* _WORK ITEM_
From the listing below, pick out each line with the word "image".

* _EXERCISE DATA_
Content starts

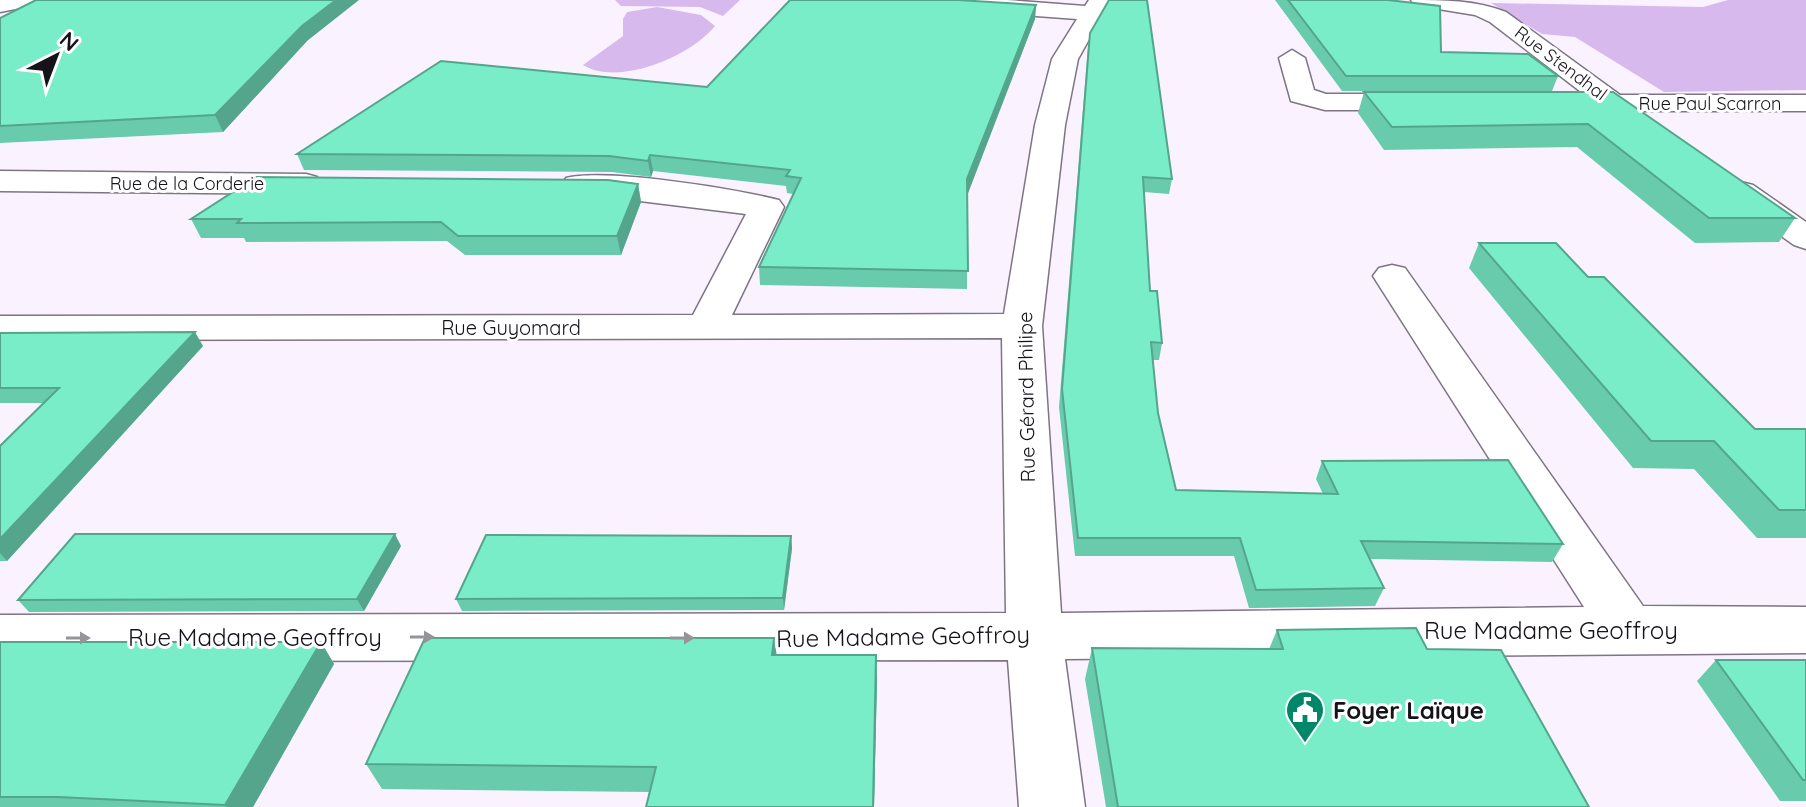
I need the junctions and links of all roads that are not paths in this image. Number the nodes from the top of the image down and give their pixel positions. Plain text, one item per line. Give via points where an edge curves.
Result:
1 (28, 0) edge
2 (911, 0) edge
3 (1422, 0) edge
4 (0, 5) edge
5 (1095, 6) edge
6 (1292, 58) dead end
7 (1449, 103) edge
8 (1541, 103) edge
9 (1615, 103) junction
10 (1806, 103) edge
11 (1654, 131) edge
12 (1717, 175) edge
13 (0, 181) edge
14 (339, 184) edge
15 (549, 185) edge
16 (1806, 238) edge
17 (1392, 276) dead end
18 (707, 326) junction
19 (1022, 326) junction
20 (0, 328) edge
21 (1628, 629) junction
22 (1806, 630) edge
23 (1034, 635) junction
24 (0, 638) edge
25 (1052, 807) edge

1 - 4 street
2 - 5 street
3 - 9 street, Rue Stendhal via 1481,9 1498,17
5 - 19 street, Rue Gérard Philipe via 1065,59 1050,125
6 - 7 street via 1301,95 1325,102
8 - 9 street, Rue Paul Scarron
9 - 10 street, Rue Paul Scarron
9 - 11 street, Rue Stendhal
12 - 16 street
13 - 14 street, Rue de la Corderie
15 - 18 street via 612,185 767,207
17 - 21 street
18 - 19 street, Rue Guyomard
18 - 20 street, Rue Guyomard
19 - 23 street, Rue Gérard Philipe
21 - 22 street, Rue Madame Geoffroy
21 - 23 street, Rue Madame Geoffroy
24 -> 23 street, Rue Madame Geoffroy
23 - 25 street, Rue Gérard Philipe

Content ends
Content starts

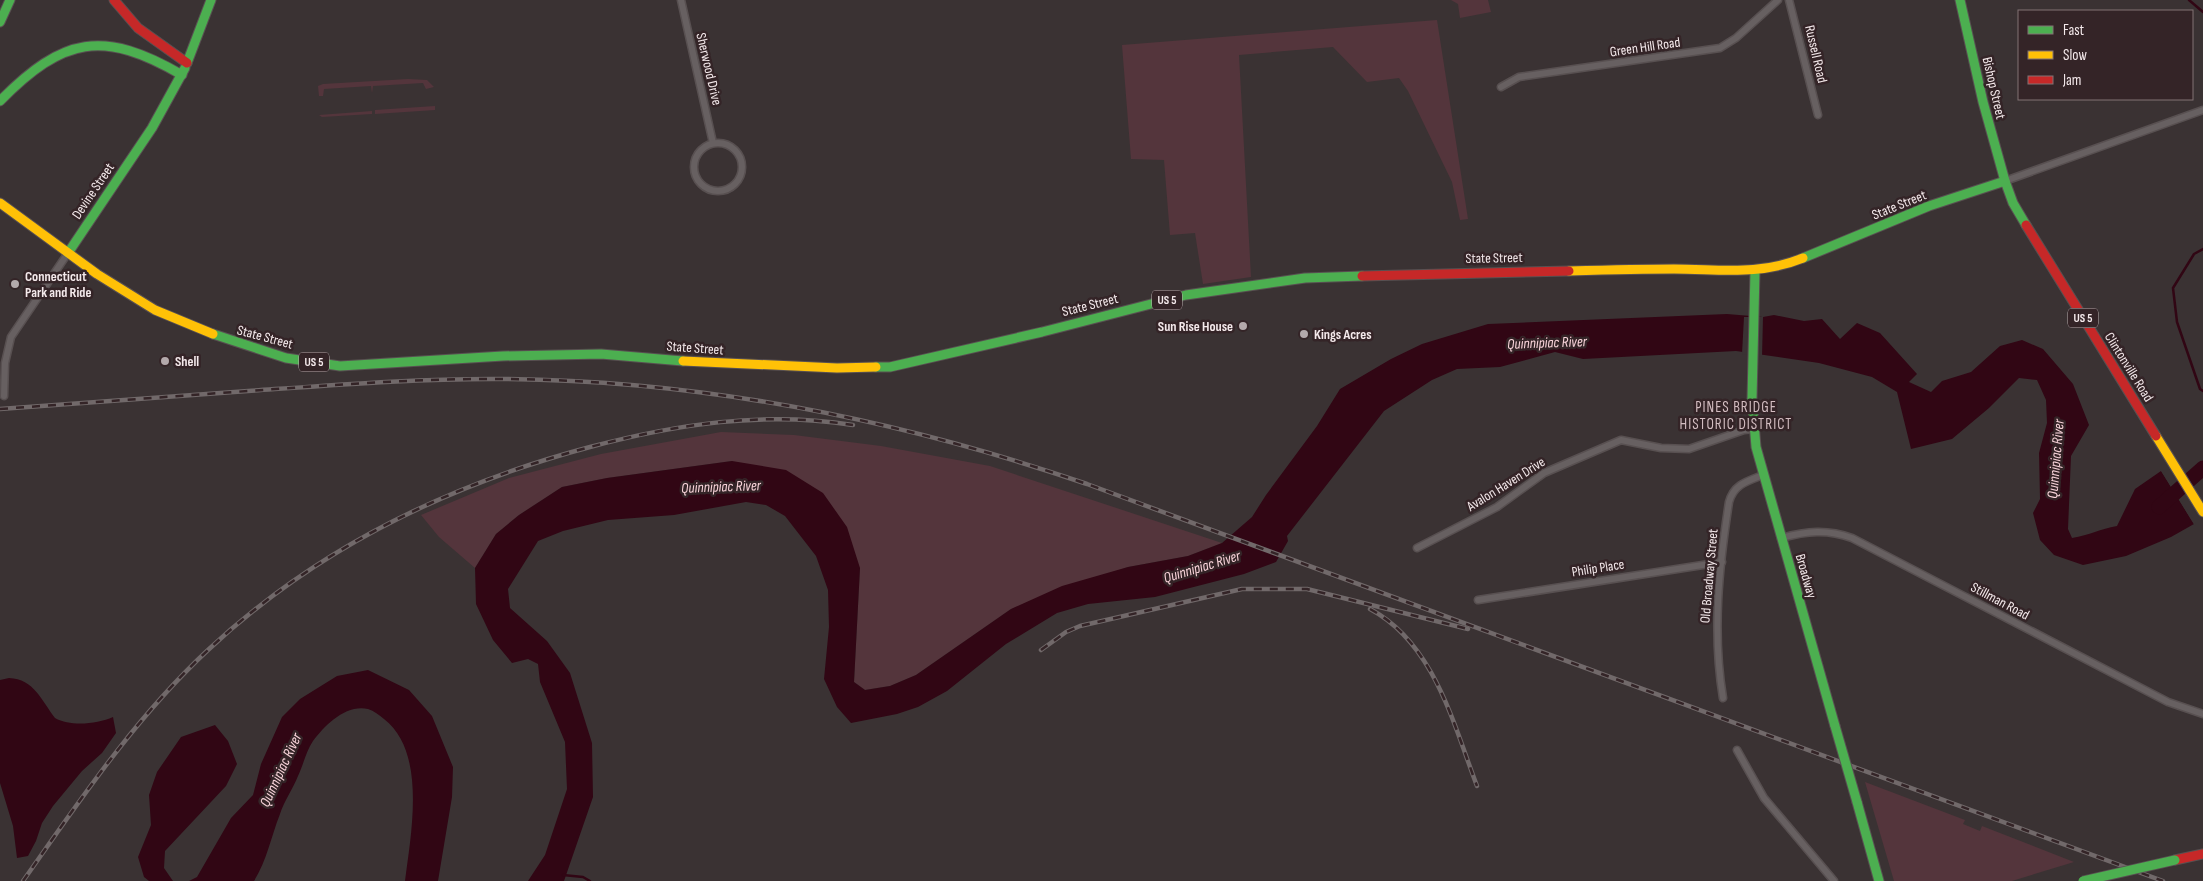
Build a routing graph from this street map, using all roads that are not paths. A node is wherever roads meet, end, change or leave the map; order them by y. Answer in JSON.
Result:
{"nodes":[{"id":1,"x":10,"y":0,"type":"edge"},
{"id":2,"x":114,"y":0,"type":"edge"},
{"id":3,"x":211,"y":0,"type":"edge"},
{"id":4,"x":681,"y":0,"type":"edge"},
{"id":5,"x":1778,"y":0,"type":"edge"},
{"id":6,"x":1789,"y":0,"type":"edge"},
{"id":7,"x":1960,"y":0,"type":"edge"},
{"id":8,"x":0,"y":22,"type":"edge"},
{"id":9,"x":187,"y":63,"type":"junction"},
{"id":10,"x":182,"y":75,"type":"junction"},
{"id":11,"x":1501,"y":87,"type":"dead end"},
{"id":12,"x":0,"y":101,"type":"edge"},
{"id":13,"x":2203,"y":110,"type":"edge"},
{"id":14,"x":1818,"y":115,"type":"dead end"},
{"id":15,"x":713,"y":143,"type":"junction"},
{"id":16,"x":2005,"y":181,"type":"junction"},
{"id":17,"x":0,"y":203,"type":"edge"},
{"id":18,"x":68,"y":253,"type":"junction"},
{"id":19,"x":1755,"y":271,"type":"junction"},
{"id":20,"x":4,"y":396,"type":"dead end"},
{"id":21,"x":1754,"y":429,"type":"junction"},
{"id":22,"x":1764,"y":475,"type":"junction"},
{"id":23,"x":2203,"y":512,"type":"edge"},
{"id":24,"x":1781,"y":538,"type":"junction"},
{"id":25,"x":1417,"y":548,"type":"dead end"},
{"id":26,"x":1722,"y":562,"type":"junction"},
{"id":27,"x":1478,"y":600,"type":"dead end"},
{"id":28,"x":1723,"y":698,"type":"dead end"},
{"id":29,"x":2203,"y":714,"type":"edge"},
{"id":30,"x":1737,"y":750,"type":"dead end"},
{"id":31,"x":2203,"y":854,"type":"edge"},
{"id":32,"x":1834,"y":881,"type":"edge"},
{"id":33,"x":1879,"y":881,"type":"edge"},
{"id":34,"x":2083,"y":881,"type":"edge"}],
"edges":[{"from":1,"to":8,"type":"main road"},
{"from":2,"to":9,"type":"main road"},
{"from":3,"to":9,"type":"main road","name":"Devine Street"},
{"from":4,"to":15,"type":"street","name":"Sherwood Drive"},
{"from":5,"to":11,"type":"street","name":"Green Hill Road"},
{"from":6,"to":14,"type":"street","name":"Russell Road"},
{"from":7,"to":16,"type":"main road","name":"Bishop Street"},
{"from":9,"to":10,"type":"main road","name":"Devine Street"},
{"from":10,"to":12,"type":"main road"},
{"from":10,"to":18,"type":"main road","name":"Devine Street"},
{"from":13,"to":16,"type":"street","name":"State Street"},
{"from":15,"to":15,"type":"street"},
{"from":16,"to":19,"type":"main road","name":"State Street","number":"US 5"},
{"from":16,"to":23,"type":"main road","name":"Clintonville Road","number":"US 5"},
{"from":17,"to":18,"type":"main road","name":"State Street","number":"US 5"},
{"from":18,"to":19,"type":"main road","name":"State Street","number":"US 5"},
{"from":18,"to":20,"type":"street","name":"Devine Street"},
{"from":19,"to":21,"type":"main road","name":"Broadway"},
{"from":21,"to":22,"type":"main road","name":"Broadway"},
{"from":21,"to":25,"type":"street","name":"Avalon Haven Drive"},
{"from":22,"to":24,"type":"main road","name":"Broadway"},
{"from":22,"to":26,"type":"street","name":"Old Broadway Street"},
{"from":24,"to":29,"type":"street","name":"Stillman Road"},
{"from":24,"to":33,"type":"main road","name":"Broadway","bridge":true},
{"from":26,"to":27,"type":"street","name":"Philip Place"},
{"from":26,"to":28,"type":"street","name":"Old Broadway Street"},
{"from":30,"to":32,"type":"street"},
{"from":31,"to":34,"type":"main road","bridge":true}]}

Content ends
Content starts

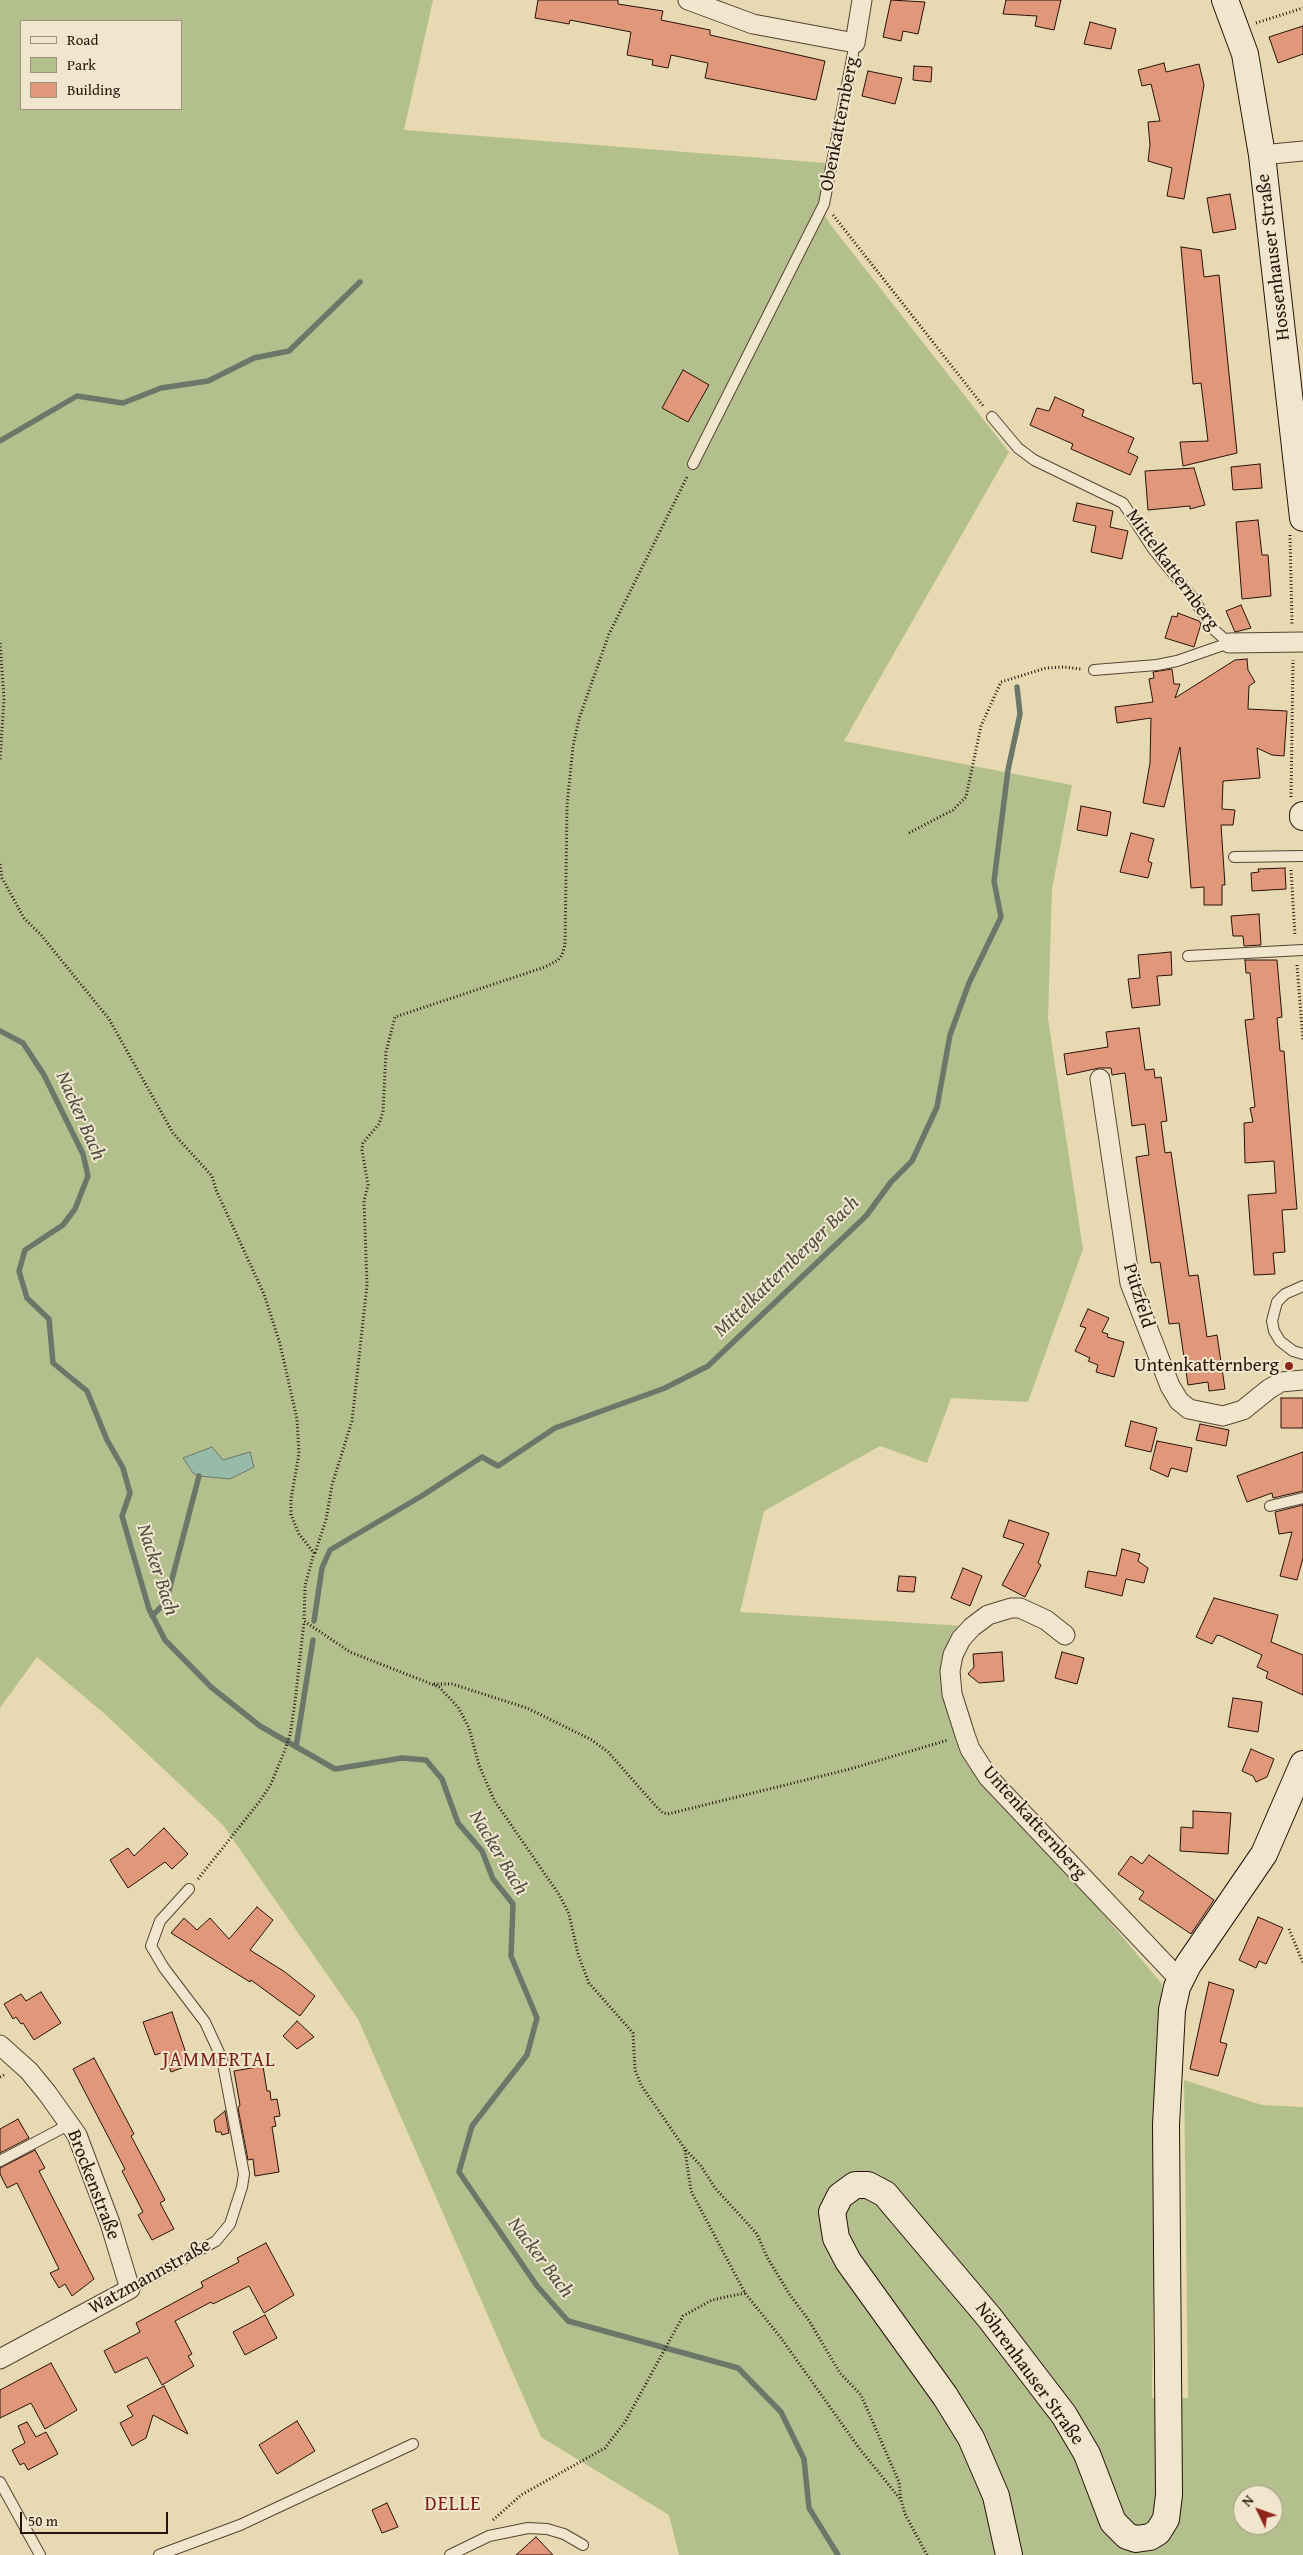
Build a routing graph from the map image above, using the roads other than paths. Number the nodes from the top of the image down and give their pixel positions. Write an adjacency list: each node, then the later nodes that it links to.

Content ends

* _SOLUTION TO THE PROBLEM_
I need the junctions and links of all roads that are not paths in this image. Number the nodes from the top of the image down and give their pixel positions. Plain text, one item per line. Give via points where an edge curves.
Build a routing graph from the map image above, using the roads other than paths. Number the nodes from the top of the image down and give their pixel positions. Write an adjacency list: each node, then the later nodes that it links to.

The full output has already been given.